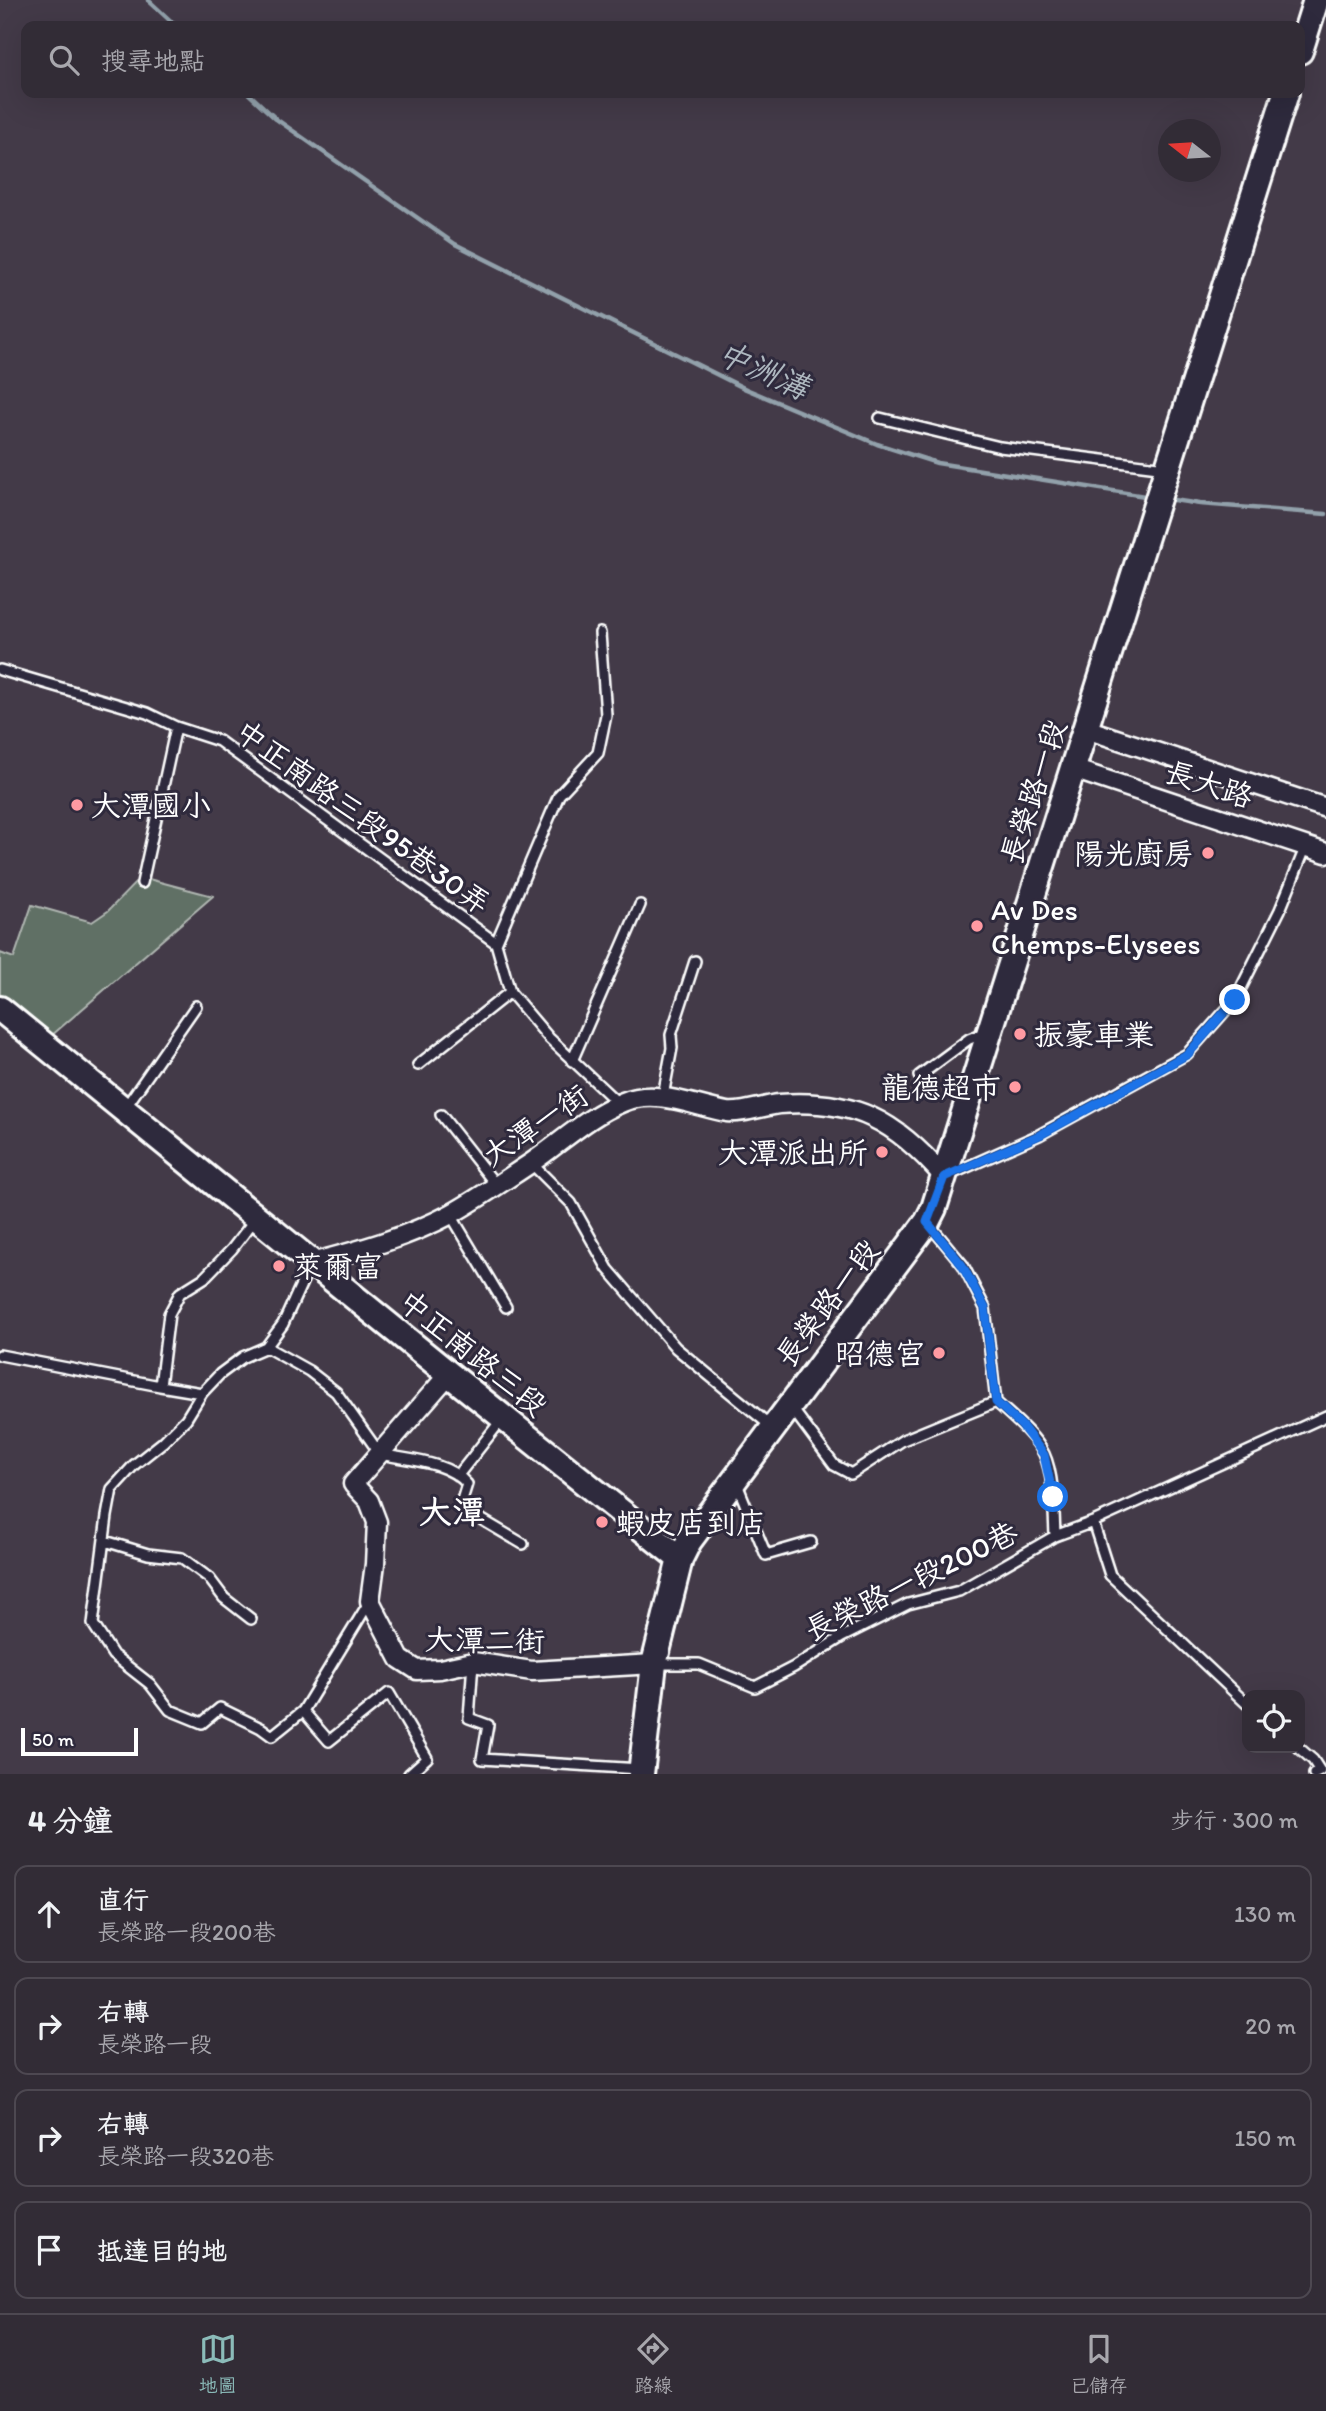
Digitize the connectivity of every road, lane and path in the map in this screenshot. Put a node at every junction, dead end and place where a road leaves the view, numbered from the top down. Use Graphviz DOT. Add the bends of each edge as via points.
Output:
graph roads {
  1 [pos="1316,0"];
  2 [pos="1305,35"];
  3 [pos="1284,98"];
  4 [pos="880,418"];
  5 [pos="1167,468"];
  6 [pos="600,633"];
  7 [pos="0,670"];
  8 [pos="176,727"];
  9 [pos="1086,729"];
  10 [pos="1073,769"];
  11 [pos="1326,808"];
  12 [pos="1306,846"];
  13 [pos="1326,853"];
  14 [pos="142,883"];
  15 [pos="640,905"];
  16 [pos="496,943"];
  17 [pos="695,961"];
  18 [pos="510,992"];
  19 [pos="196,1006"];
  20 [pos="0,1009"];
  21 [pos="989,1031"];
  22 [pos="572,1061"];
  23 [pos="418,1065"];
  24 [pos="919,1076"];
  25 [pos="663,1096"];
  26 [pos="618,1104"];
  27 [pos="124,1109"];
  28 [pos="442,1115"];
  29 [pos="531,1163"];
  30 [pos="944,1177"];
  31 [pos="496,1185"];
  32 [pos="451,1214"];
  33 [pos="256,1218"];
  34 [pos="927,1222"];
  35 [pos="311,1263"];
  36 [pos="506,1307"];
  37 [pos="266,1348"];
  38 [pos="0,1354"];
  39 [pos="449,1374"];
  40 [pos="160,1385"];
  41 [pos="202,1393"];
  42 [pos="996,1402"];
  43 [pos="790,1405"];
  44 [pos="1326,1416"];
  45 [pos="503,1418"];
  46 [pos="773,1428"];
  47 [pos="380,1454"];
  48 [pos="459,1474"];
  49 [pos="735,1479"];
  50 [pos="1093,1522"];
  51 [pos="1055,1536"];
  52 [pos="105,1541"];
  53 [pos="811,1542"];
  54 [pos="523,1544"];
  55 [pos="680,1559"];
  56 [pos="370,1601"];
  57 [pos="251,1619"];
  58 [pos="472,1662"];
  59 [pos="654,1664"];
  60 [pos="1242,1699"];
  61 [pos="303,1711"];
  62 [pos="1304,1753"];
  63 [pos="641,1771"];
  64 [pos="410,1774"];
  65 [pos="1314,1774"];
  1 -- 2 [label="street"];
  3 -- 5 [label="street, 長榮路一段"];
  4 -- 5 [label="lane" via="1000,447"];
  5 -- 9 [label="street, 長榮路一段"];
  6 -- 16 [label="lane" via="606,715 598,753 559,795"];
  7 -- 8 [label="lane, 中正南路三段95巷30弄" via="146,713"];
  8 -- 14 [label="lane"];
  8 -- 16 [label="lane, 中正南路三段95巷30弄" via="219,741"];
  9 -- 10 [label="street, 長榮路一段"];
  9 -- 11 [label="street, 長大路"];
  10 -- 12 [label="street, 長大路"];
  10 -- 21 [label="street, 長榮路一段"];
  12 -- 13 [label="street, 長大路"];
  12 -- 30 [label="lane" via="1235,1000 1188,1054 1040,1135"];
  15 -- 22 [label="lane"];
  16 -- 18 [label="lane"];
  17 -- 25 [label="lane" via="671,1035"];
  18 -- 22 [label="lane"];
  18 -- 23 [label="lane"];
  19 -- 27 [label="lane"];
  20 -- 27 [label="street, 中正南路三段"];
  21 -- 24 [label="lane" via="969,1039"];
  21 -- 30 [label="street, 長榮路一段"];
  22 -- 26 [label="lane"];
  25 -- 26 [label="street, 大潭一街"];
  25 -- 30 [label="street, 大潭一街" via="730,1112 812,1102 840,1107 876,1118 904,1136"];
  26 -- 29 [label="street, 大潭一街" via="593,1116"];
  27 -- 33 [label="street, 中正南路三段"];
  28 -- 31 [label="lane"];
  29 -- 31 [label="street, 大潭一街"];
  29 -- 46 [label="lane" via="571,1203 608,1269 676,1348"];
  30 -- 34 [label="street, 長榮路一段"];
  31 -- 32 [label="street, 大潭一街"];
  32 -- 35 [label="street, 大潭一街" via="369,1247"];
  32 -- 36 [label="lane"];
  33 -- 35 [label="street, 中正南路三段"];
  33 -- 40 [label="lane" via="204,1278 180,1293 169,1314"];
  34 -- 42 [label="lane" via="962,1265 985,1308"];
  34 -- 43 [label="street, 長榮路一段"];
  35 -- 37 [label="lane" via="283,1324"];
  35 -- 39 [label="street, 中正南路三段"];
  37 -- 41 [label="lane" via="243,1357"];
  37 -- 47 [label="lane" via="336,1392"];
  38 -- 40 [label="lane"];
  39 -- 45 [label="street, 中正南路三段"];
  39 -- 47 [label="street"];
  40 -- 41 [label="lane"];
  41 -- 52 [label="lane" via="187,1419 112,1489"];
  42 -- 43 [label="lane" via="903,1440 851,1474 834,1465"];
  42 -- 51 [label="lane, 長榮路一段200巷" via="1044,1455"];
  43 -- 46 [label="street, 長榮路一段"];
  44 -- 50 [label="lane"];
  45 -- 48 [label="lane"];
  45 -- 55 [label="street, 中正南路三段"];
  46 -- 49 [label="street, 長榮路一段"];
  47 -- 48 [label="lane"];
  47 -- 56 [label="street" via="354,1484 369,1501 377,1522"];
  48 -- 54 [label="lane" via="467,1484 463,1508"];
  49 -- 53 [label="lane" via="766,1555"];
  49 -- 55 [label="street, 長榮路一段" via="688,1541"];
  50 -- 51 [label="lane"];
  50 -- 60 [label="lane" via="1110,1575"];
  51 -- 59 [label="lane, 長榮路一段200巷" via="958,1591 908,1604 842,1637 755,1687 699,1664"];
  52 -- 57 [label="lane" via="181,1558"];
  52 -- 61 [label="lane" via="93,1624 113,1656 150,1684 170,1710 202,1723 220,1708 272,1736"];
  55 -- 59 [label="street, 長榮路一段"];
  56 -- 58 [label="street, 大潭二街" via="400,1659 417,1670"];
  56 -- 61 [label="lane"];
  58 -- 59 [label="street, 大潭二街" via="532,1671"];
  58 -- 63 [label="lane" via="469,1718 488,1725 482,1759"];
  59 -- 63 [label="street, 長榮路一段"];
  61 -- 64 [label="lane" via="329,1741 389,1693 427,1758"];
  62 -- 65 [label="lane" via="1320,1771"];
}
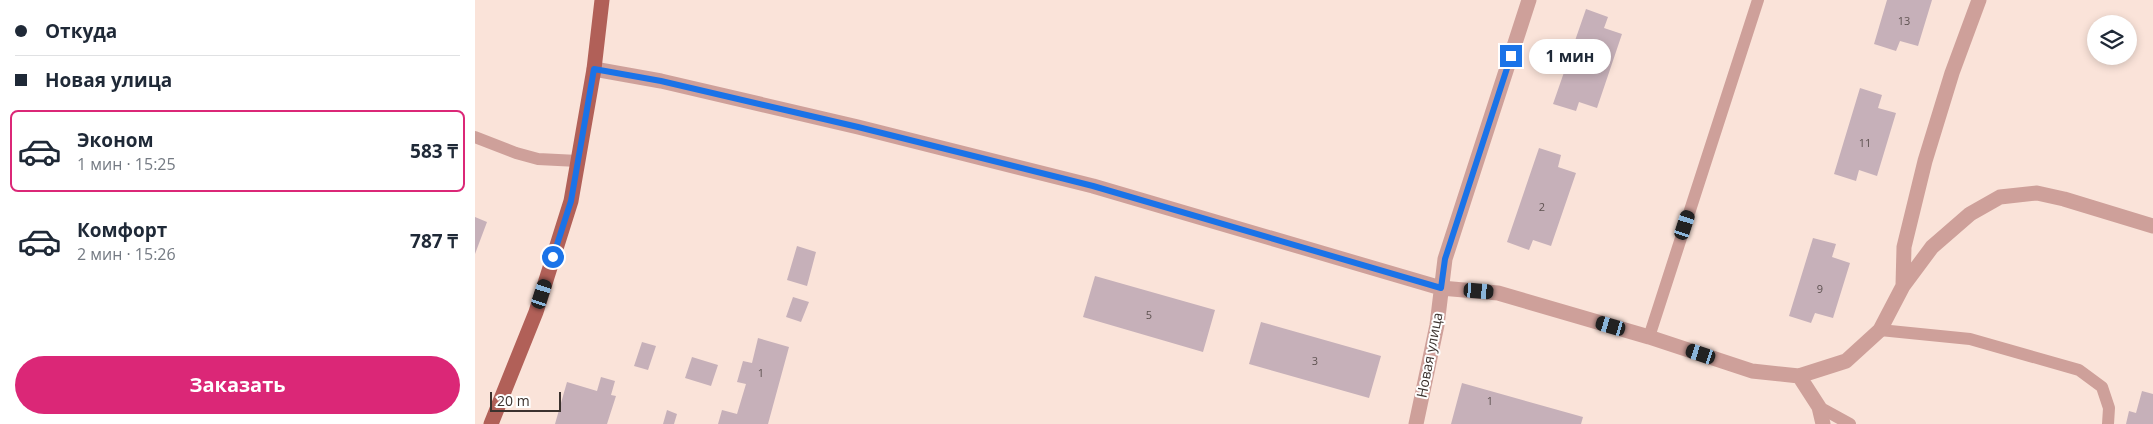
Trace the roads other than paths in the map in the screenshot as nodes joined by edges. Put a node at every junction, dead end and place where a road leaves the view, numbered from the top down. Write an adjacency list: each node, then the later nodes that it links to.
1 (602, 0): 5 (main road)
2 (1529, 0): 10 (street, Новая улица)
3 (1758, 0): 12 (lane)
4 (1979, 0): 9 (street)
5 (594, 69): 7 (main road); 10 (street)
6 (475, 137): 7 (lane)
7 (578, 161): 15 (main road)
8 (2153, 226): 9 (street)
9 (1903, 286): 11 (street)
10 (1441, 288): 12 (street); 16 (street, Новая улица)
11 (1880, 330): 13 (street); 19 (lane)
12 (1649, 337): 13 (street)
13 (1799, 376): 14 (street)
14 (1819, 407): 17 (street); 18 (lane)
15 (491, 424)
16 (1415, 424)
17 (1823, 424)
18 (1850, 424)
19 (2108, 424)

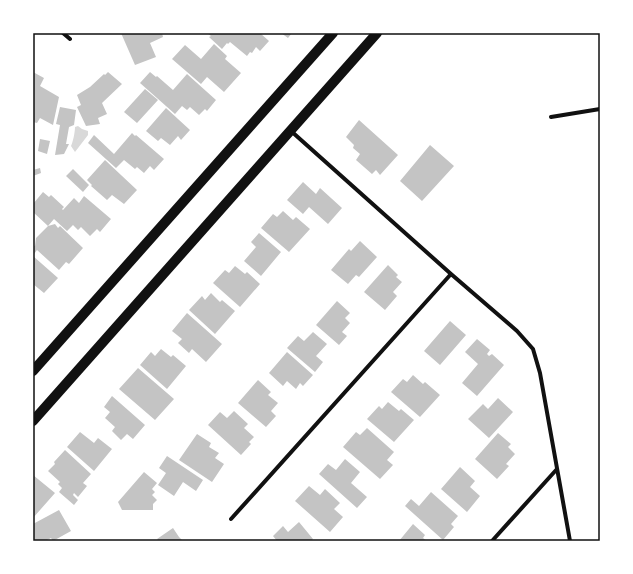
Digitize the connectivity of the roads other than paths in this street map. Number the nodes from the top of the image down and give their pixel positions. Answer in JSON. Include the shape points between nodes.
{"nodes":[{"id":1,"x":63,"y":33,"type":"edge"},
{"id":2,"x":333,"y":33,"type":"edge"},
{"id":3,"x":377,"y":33,"type":"edge"},
{"id":4,"x":70,"y":39,"type":"dead end"},
{"id":5,"x":600,"y":109,"type":"edge"},
{"id":6,"x":551,"y":117,"type":"dead end"},
{"id":7,"x":290,"y":131,"type":"junction"},
{"id":8,"x":451,"y":274,"type":"junction"},
{"id":9,"x":33,"y":371,"type":"edge"},
{"id":10,"x":33,"y":421,"type":"edge"},
{"id":11,"x":557,"y":469,"type":"junction"},
{"id":12,"x":231,"y":519,"type":"dead end"},
{"id":13,"x":492,"y":541,"type":"edge"},
{"id":14,"x":570,"y":541,"type":"edge"}],
"edges":[{"from":1,"to":4,"type":"street"},
{"from":2,"to":9,"type":"main road"},
{"from":3,"to":7,"type":"main road"},
{"from":5,"to":6,"type":"street"},
{"from":7,"to":8,"type":"street"},
{"from":7,"to":10,"type":"main road"},
{"from":8,"to":11,"type":"street","via":[[517,331],[533,349],[540,373]]},
{"from":8,"to":12,"type":"street"},
{"from":11,"to":13,"type":"street"},
{"from":11,"to":14,"type":"street"}]}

━━━━━━

**The task:**
What is wanted is a copy of every line in the listing that includes the word "大潭二街".

**Solved problem:**
  56 -- 58 [label="street, 大潭二街" via="400,1659 417,1670"];
  58 -- 59 [label="street, 大潭二街" via="532,1671"];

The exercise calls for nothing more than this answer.